Over the next 20 well-designed pages is a package of well-written and well-researched stories and factoids that quantify the changes in church attendance and population in the greater Cincinnati metropolitan area.

The numbers and sidebar stories support the conclusion: “Cincinnati still is a Catholic town; it just may not be as Catholic as you’ve always assumed.”

Friends around the country ask me about Cincinnati and my stock laugh line has been, “You can’t throw a stone in any direction without hitting a Catholic, a Kroger store or a Catholic in a Kroger store.”

The numbers may be dwindling all over the U.S., but as the author of the Cincinnati Magazine story about Sister Blandina Segale draws beautiful picture about the Sister of Charity who is a candidate for sainthood: Although she was physically tiny, her moral stature was gigantesco.

And so it is with Cincinnati Catholics, qualitatively speaking. Numbers matter and the decline in the number of active Catholics should be a concern to all of us. But we also need to ask of the Catholics who continue to be active, what is the quality of their faith and their faith actions?

Generosity is a good measure of quality. Catholics of the Archdiocese of Cincinnati donated more than $800,000 to the national retirement fund for religious, in the top three of any diocese in the nation. Not only generous, this signals great respect for the contributions of religious orders to our community and individual lives.

The Catholic Inner City Schools Education Fund (CISE) just raised more than $2.6 million from mostly local sources to provide a quality Catholic education for inner-city children, the majority of whom are not Catholic. These children also are accorded an opportunity to attend some of the finest Catholic High Schools in the United States through the CISE program.

Volunteers have donated more than 188,000 hours of time through Catholic Charities of Southwest Ohio in the past year and the CCSWO programs reached more than 91,000 people. From assisting in the resettlement of refugees, to helping senior citizens, to operating the Second Harvest Food Bank program, which provided millions of meals to local residents, CCSWO puts more than $16 million each year into helping the needy and vulnerable in the archdiocese. Its mental health counseling arm is helping individuals fight addiction and deal with the many family issues that plague our age.

Whether it’s helping an unaccompanied youngster from Honduras get settled, ensuring a hungry youngster takes home a backpack with a weekend food supply or supplying a drained caregiver a needed break, CCSWO delivers quality.

When you talk about Catholic quality, you have to talk about the archdiocesan Catholic Schools. The sixth largest school system in the United States (while the archdiocese is 38th of 195 American dioceses, since we’re talking numbers,) what goes on in Catholic Schools in this archdiocese is nothing less than spectacular. More than 40,000 students are getting a quality education in a positive environment.

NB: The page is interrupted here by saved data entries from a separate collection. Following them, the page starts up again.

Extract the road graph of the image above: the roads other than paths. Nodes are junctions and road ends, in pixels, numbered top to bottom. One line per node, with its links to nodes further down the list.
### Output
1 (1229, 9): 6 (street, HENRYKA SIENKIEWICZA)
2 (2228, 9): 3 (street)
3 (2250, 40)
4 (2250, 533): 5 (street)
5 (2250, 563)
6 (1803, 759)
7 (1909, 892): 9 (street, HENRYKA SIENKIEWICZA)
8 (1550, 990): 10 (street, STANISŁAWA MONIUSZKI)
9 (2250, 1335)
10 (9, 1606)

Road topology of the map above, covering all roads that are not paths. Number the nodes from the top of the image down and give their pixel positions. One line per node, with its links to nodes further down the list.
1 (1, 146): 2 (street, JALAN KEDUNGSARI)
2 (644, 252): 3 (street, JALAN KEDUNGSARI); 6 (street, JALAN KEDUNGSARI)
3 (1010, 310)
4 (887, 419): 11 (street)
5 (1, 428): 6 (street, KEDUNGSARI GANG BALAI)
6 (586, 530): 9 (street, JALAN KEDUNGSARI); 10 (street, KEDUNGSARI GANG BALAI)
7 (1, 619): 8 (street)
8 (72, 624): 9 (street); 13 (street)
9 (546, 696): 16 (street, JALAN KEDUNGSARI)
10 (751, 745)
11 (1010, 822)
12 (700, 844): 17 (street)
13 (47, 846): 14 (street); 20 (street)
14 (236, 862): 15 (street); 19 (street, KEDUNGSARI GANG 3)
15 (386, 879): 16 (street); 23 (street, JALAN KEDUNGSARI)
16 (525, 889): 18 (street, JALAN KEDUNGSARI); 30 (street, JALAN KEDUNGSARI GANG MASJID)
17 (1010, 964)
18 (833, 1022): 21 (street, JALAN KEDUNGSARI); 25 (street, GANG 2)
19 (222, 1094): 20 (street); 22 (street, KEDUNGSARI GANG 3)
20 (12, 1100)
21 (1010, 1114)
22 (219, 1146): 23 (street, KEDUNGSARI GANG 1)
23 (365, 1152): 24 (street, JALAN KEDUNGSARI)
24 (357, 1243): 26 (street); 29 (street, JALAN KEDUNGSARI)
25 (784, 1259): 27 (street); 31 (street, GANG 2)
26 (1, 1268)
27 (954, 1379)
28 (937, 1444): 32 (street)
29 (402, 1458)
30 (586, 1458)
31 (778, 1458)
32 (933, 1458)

Catholics of the archdiocese also take leadership roles in social justice causes, from environmental concerns to ministering to prisoners to celebrating great moments in American social justice. It was the archdiocesan Office of African-American Catholic Ministries that led the community celebration of the 50th anniversary of Dr. Martin Luther King’s “I have a dream” speech in 2013.

There is limited space here for recounting the reflections of quality Catholicism in our community.

From the investment in recognizing the dignity and value of life, to the contributions in the areas of healthcare, education and social justice, to the growth and excellence of Mount St. Mary’s Seminary and the Athenaeum and its graduates to the often undisclosed activities of groups like the Knights of Columbus and scores of individuals, the answer to the question, “How Catholic is Cincinnati?” qualitatively speaking, is very.

Steve Trosley is the editor and general manager of The Catholic Telegraph. This Editor’s Note column first appeared in the May 2016 print edition of The Catholic Telegraph.